NR3C1 is essential for cross-communication between the oocyte and the surrounding CCs. (a) Stereomicroscope image of CC morphology immediately after aspiration and prior to IVM (left) and in the presence of a NR3C1 MAO-injected oocyte (middle) versus an STD MAO-injected oocyte (right) after IVM. Note the clumped CCs (image insets) in the pre-IVM and NR3C1 MAO co-cultures (yellow arrowhead) compared to the single CCs visible following expansion (blue arrowhead) (b) IF detection of HA using HABP confirmed a lack of expansion in pre-IVM CCs and those incubated with NR3C1 MAO-injected oocytes as evidenced by the little to no HABP (green) immunostaining in CCs also stained with DAPI (blue).
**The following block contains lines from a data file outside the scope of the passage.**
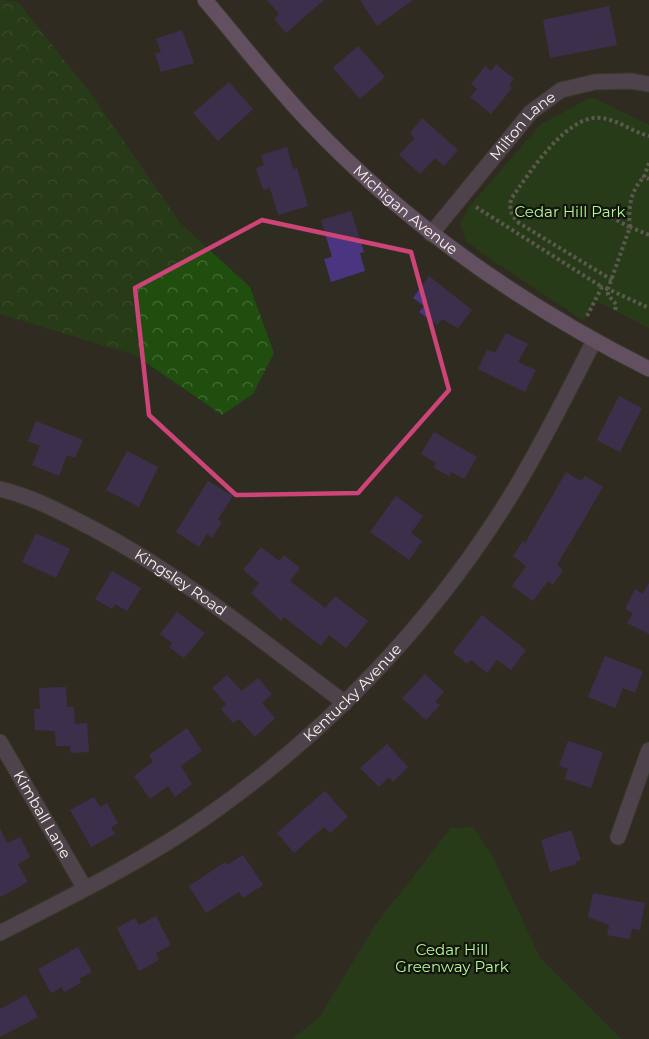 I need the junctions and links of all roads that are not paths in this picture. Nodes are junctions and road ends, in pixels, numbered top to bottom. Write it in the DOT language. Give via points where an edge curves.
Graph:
graph roads {
  1 [pos="205,0"];
  2 [pos="649,84"];
  3 [pos="431,234"];
  4 [pos="594,341"];
  5 [pos="649,369"];
  6 [pos="0,489"];
  7 [pos="345,703"];
  8 [pos="0,742"];
  9 [pos="649,750"];
  10 [pos="618,837"];
  11 [pos="84,887"];
  12 [pos="0,933"];
  1 -- 3 [label="street, Michigan Avenue" via="307,121"];
  2 -- 3 [label="street, Milton Lane" via="595,82 561,90 531,112"];
  3 -- 4 [label="street, Michigan Avenue"];
  4 -- 5 [label="street, Michigan Avenue"];
  4 -- 7 [label="street, Kentucky Avenue" via="531,461 496,518 418,626"];
  6 -- 7 [label="street, Kingsley Road" via="27,495 160,567"];
  7 -- 11 [label="street, Kentucky Avenue" via="204,819"];
  8 -- 11 [label="street, Kimball Lane"];
  9 -- 10 [label="street"];
  11 -- 12 [label="street, Kentucky Avenue"];
} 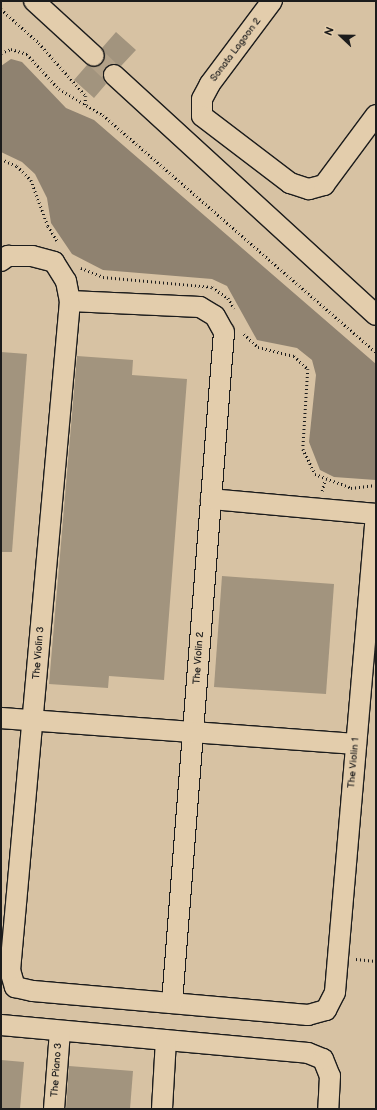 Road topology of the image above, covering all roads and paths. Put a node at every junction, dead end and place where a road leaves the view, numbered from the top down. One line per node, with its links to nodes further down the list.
1 (34, 1): 5 (street)
2 (272, 1): 8 (street, Sonata Lagoon 2)
3 (1, 9): 7 (path)
4 (1, 53): 7 (path)
5 (94, 56)
6 (114, 75): 11 (street)
7 (85, 105): 12 (path)
8 (376, 116)
9 (1, 261): 10 (street, The Violin 3)
10 (70, 300): 15 (street, The Violin 2); 18 (street, The Violin 3)
11 (376, 315)
12 (376, 352)
13 (325, 480): 14 (path)
14 (376, 485)
15 (211, 499): 16 (street); 19 (street, The Violin 2)
16 (376, 514): 20 (street, The Violin 1)
17 (1, 718): 18 (street)
18 (32, 720): 19 (street); 21 (street, The Violin 3)
19 (193, 732): 20 (street); 21 (street, The Violin 2)
20 (356, 744): 21 (street, The Violin 1)
21 (172, 1003)
22 (1, 1025): 23 (street)
23 (60, 1031): 24 (street); 25 (street, The Piano 3)
24 (166, 1040): 26 (street); 27 (street)
25 (54, 1109)
26 (162, 1109)
27 (328, 1109)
In contrast, robust HABP immunostaining was observed in the CCs co-cultured with STD MAO-injected oocytes. (c) A proposed model for NR3C1-dependent bidirectional communication between the oocyte and somatic cells. The increased relative level of HSD11B1 to HSD11B2 in the mGCs/CCs (green) and the theca cells (blue) convert cortisone to cortisol post-LH surge, with cortisol binding to NR3C1 in the oocyte. Nuclear translocation of cortisol bound NR3C1, activation of transcription, and further unknown downstream events leads to COC expansion that takes place during meiotic maturation of the oocyte.